"""
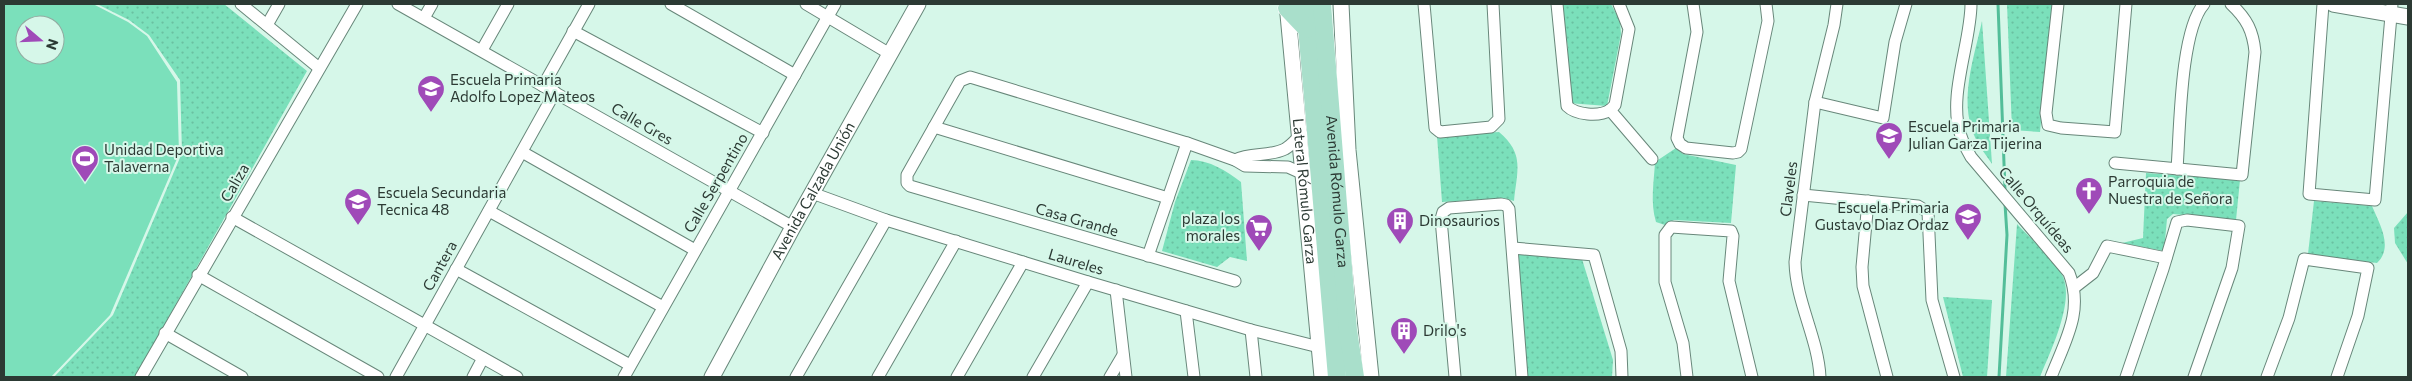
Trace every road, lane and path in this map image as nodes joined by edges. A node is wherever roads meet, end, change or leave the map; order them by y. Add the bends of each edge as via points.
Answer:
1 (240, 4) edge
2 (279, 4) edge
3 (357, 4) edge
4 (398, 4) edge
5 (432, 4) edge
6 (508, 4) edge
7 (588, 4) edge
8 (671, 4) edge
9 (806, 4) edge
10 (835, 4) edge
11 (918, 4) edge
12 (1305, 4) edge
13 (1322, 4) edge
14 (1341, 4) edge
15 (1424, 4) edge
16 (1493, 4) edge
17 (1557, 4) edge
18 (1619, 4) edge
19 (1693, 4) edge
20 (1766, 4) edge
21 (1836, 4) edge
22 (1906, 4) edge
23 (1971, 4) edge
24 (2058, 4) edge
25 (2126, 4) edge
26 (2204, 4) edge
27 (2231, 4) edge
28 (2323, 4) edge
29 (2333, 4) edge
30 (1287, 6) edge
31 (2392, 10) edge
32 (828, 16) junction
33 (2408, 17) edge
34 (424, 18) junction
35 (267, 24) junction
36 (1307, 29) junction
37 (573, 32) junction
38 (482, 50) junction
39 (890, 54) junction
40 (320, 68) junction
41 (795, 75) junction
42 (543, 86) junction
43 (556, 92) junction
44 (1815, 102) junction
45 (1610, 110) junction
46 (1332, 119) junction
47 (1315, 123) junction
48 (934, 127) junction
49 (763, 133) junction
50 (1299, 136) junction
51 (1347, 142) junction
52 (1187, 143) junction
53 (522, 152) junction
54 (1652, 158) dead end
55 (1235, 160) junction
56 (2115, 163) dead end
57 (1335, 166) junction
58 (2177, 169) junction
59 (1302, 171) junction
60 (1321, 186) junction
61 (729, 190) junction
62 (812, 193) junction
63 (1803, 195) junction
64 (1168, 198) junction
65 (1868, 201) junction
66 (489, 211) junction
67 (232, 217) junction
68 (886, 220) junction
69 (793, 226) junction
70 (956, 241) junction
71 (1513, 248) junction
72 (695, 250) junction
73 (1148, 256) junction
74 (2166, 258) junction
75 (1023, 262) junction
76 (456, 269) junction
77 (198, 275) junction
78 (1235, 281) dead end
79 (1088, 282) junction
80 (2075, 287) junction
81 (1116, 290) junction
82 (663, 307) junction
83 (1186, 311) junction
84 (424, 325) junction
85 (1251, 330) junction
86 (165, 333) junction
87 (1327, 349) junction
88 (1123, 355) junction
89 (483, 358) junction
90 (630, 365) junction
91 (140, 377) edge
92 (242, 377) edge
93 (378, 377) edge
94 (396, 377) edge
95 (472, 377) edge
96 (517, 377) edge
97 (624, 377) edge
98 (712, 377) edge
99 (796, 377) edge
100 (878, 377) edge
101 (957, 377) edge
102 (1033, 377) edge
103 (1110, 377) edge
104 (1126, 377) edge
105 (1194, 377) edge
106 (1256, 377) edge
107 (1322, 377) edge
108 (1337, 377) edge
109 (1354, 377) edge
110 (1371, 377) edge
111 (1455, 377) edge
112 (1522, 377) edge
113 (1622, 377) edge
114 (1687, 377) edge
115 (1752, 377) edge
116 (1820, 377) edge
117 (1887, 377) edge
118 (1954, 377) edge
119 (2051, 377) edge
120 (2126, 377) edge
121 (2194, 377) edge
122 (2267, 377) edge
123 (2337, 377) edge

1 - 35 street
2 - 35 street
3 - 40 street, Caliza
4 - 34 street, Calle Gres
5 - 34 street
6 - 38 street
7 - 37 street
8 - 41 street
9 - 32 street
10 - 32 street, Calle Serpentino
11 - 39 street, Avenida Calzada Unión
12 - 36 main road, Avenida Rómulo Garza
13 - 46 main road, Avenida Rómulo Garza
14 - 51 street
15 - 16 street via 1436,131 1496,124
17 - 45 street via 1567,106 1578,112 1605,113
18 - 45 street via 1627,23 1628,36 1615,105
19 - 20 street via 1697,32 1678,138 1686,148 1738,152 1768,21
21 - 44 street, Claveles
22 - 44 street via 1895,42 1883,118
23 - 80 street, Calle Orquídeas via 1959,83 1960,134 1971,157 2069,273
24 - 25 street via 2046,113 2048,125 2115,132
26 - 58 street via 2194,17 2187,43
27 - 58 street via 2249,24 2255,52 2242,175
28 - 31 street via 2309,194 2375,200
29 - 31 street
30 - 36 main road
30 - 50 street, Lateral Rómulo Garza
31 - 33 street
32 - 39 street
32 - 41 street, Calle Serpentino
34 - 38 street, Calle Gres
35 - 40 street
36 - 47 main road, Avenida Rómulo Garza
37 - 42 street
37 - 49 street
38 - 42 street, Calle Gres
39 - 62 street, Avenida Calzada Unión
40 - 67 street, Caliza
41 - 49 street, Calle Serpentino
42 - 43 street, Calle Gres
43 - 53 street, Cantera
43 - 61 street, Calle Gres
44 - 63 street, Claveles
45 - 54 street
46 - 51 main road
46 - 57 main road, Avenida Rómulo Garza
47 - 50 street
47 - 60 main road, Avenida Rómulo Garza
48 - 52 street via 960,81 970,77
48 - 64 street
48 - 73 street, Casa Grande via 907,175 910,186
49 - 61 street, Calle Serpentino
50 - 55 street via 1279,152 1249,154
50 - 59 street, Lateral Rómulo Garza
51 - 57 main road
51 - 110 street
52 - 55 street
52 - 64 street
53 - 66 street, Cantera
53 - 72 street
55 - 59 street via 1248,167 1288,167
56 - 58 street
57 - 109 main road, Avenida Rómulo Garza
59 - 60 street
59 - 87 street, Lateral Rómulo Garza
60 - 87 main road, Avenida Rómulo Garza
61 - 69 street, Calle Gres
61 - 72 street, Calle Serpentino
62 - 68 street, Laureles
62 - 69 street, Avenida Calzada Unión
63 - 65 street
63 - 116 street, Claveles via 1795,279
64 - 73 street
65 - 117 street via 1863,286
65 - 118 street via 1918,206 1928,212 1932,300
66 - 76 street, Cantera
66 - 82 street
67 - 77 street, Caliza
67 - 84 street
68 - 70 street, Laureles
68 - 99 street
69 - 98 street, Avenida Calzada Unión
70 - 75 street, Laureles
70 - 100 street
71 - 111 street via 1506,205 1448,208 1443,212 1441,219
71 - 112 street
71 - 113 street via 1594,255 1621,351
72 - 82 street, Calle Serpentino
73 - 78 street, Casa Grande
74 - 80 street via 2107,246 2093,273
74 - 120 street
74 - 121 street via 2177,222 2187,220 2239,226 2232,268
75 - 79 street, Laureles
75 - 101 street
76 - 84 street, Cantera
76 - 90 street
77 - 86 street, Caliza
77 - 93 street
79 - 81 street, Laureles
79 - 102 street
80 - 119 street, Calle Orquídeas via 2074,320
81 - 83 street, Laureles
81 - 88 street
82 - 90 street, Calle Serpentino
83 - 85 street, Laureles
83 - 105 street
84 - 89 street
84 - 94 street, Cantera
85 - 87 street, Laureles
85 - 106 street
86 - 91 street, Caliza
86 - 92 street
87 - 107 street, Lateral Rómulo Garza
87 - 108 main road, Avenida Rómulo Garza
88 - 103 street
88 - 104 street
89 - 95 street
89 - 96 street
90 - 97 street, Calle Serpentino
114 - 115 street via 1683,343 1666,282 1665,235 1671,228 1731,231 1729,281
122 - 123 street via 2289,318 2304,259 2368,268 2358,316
"""
"""
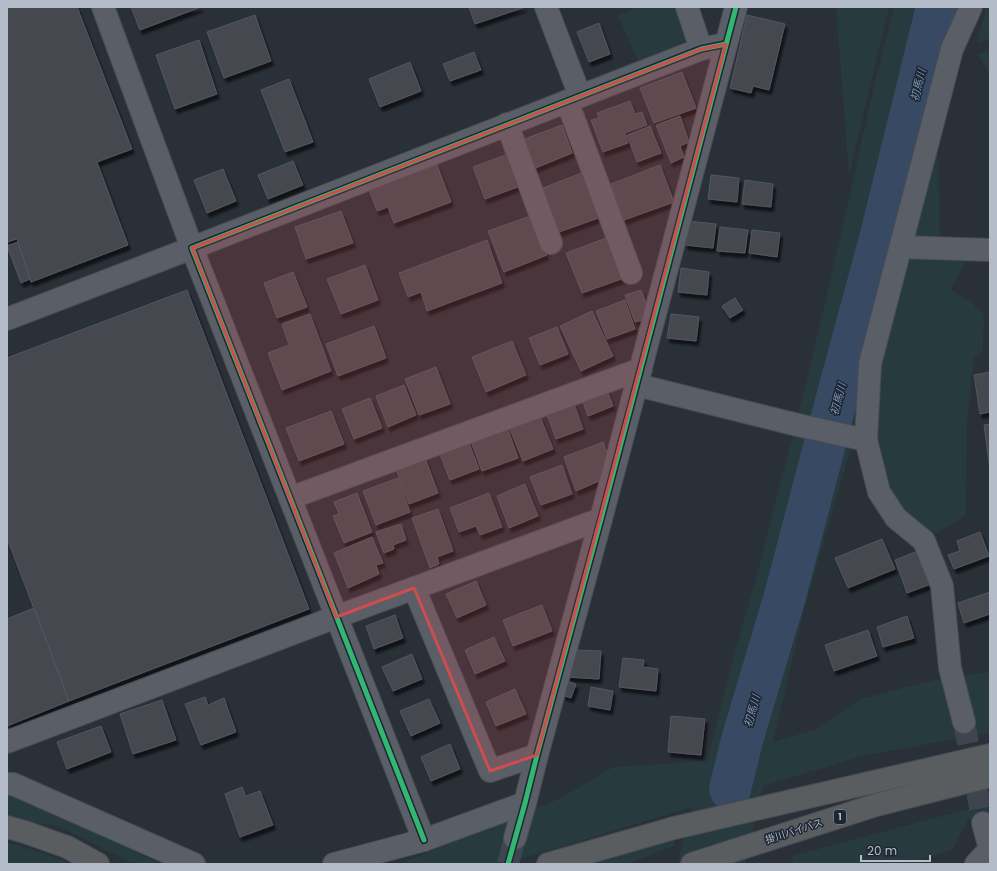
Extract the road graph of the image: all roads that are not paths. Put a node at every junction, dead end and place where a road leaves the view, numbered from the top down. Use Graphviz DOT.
"""
### TASK STATEMENT
Scan the material above. Copy each line that holds the word "node".

### WRITTEN RESPONSE
Trace every road, lane and path in this map image as nodes joined by edges. A node is wherever roads meet, end, change or leave the map; order them by y. Add the bends of each edge as via points.
Extract the road graph of the image: all roads that are not paths. Put a node at every junction, dead end and place where a road leaves the view, numbered from the top down. Use Graphviz DOT.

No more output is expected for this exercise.